The Women's 10 kilometres competition of the 2022 Winter Paralympics took place on 8 March 2022.

==Medal table==

| Rank | Nation | Gold | Silver | Bronze | Total |
|---|---|---|---|---|---|
| 1 | Ukraine (UKR) | 1 | 2 | 1 | 4 |
| 2 | United States (USA) | 1 | 1 | 0 | 2 |
| 3 | Germany (GER) | 1 | 0 | 1 | 2 |
| 4 | China (CHN)* | 0 | 0 | 1 | 1 |
| Totals (4 entries) |  | 3 | 3 | 3 | 9 |

==Visually impaired==
In the biathlon visually impaired, the athlete with a visual impairment has a sighted guide.
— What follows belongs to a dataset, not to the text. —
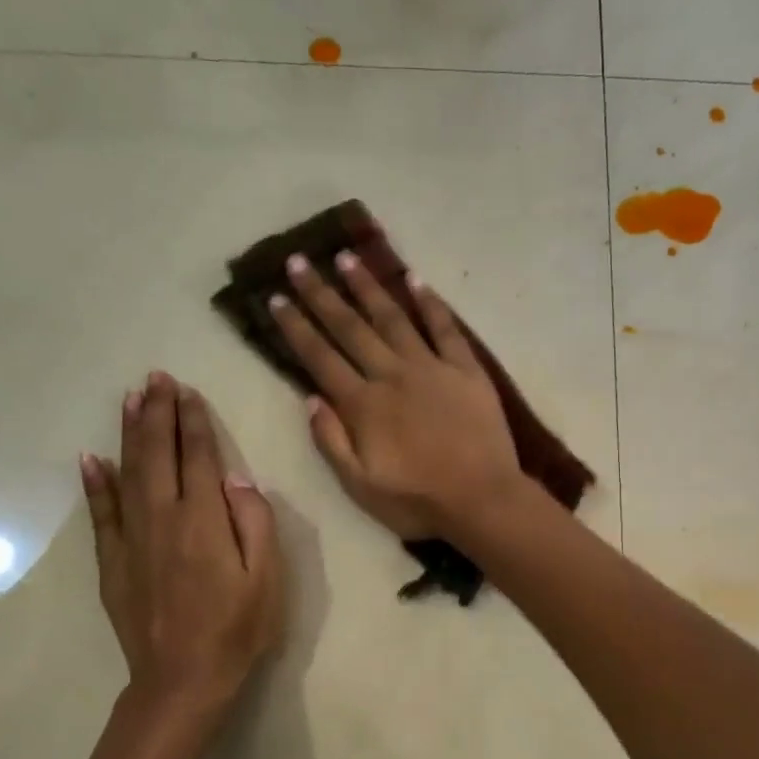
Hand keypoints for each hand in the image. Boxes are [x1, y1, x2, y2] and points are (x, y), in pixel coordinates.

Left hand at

The two skiers are considered a team, and dual medals are awarded.

| Rank | Bib | Name | Country | Penalties | Time | Difference |
|---|---|---|---|---|---|---|
| 1st place, gold medalist(s) | 85 | Leonie Maria Walter Guide: Pirmin Strecker | Germany | 0 | 40:56.2 | – |
| 2nd place, silver medalist(s) | 86 | Oksana Shyshkova Guide: Andriy Marchenko | Ukraine | 2 | 40:59.9 | +3.7 |
| 3rd place, bronze medalist(s) | 83 | Wang Yue Guide: Li Yalin | China | 4 | 42:50.3 | +1:54.1 |
| 4 | 84 | Johanna Recktenwald Guide: Valentin Haag | Germany | 3 | 45:56.6 | +5:00.4 |
| 5 | 81 | Yang Qianru Guide: Yu Hongshun | China | 4 | 48:36.6 | +7:40.4 |
| 6 | 82 | Nataliia Tkachenko Guide: Denys Nikulin | Ukraine | 5 | 49:03.4 | +8:07.2 |

==Standing==

| Rank | Bib | Name | Country | Penalties | Time | Difference |
|---|---|---|---|---|---|---|
| 1st place, gold medalist(s) | 52 | Iryna Bui | Ukraine | 0 | 36:43.1 | – |
| 2nd place, silver medalist(s) | 50 | Oleksandra Kononova | Ukraine | 2 | 36:55.9 | +12.8 |
| 3rd place, bronze medalist(s) | 53 | Liudmyla Liashenko | Ukraine | 2 | 36:56.9 | +13.8 |
| 4 | 45 | Guo Yujie | China | 3 | 37:18.3 | +35.2 |
| 5 | 51 | Yuliia Batenkova-Bauman | Ukraine | 2 | 37:29.9 | +46.8 |
| 6 | 49 | Brittany Hudak | Canada | 2 | 37:43.1 | +1:00.0 |
| 7 | 46 | Bohdana Konashuk | Ukraine | 3 | 39:08.9 | +2:25.8 |
| 8 | 48 | Emily Young | Canada | 2 | 39:27.8 | +2:44.7 |
| 9 | 41 | Li Huiling | China | 2 | 39:53.5 | +3:10.4 |
| 10 | 43 | Momoko Dekijima | Japan | 3 | 41:59.1 | +5:16.0 |
| 11 | 44 | Dani Aravich | United States | 8 | 42:50.4 | +6:07.3 |
| 12 | 42 | Wang Ruo | China | 5 | 43:40.2 | +6:57.1 |
|  | 47 | Iweta Faron | Poland | DNS |  |  |

==Sitting==

| Rank | Bib | Name | Country | Penalties | Time | Difference |
|---|---|---|---|---|---|---|
| 1st place, gold medalist(s) | 11 | Kendall Gretsch | United States | 1 | 33:12.3 | – |
| 2nd place, silver medalist(s) | 10 | Oksana Masters | United States | 0 | 33:21.0 | +8.7 |
| 3rd place, bronze medalist(s) | 9 | Anja Wicker | Germany | 5 | 35:45.3 | +2:33.0 |
| 4 | 8 | Shan Yilin | China | 2 | 37:17.8 | +4:05.5 |
| 5 | 7 | Zhai Yuxin | China | 2 | 37:20.3 | +4:08.0 |
| 6 | 5 | Wang Shiyu | China | 3 | 37:37.4 | +4:25.1 |
| 7 | 1 | Chu Beibei | China | 0 | 38:15.4 | +5:03.1 |
| 8 | 6 | Christina Picton | Canada | 3 | 39:15.9 | +6:03.6 |
| 9 | 3 | Lera Doederlein | United States | 2 | 43:52.3 | +10:40.0 |
| 10 | 2 | Monika Kukla | Poland | 7 | 44:41.7 | +11:29.4 |
|  | 4 | Anastasiia Laletina | Ukraine | DNS |  |  |

Anastasiia Laletina did not compete in the middle-distance race after her father was captured by Russian forces during the Russian invasion of Ukraine.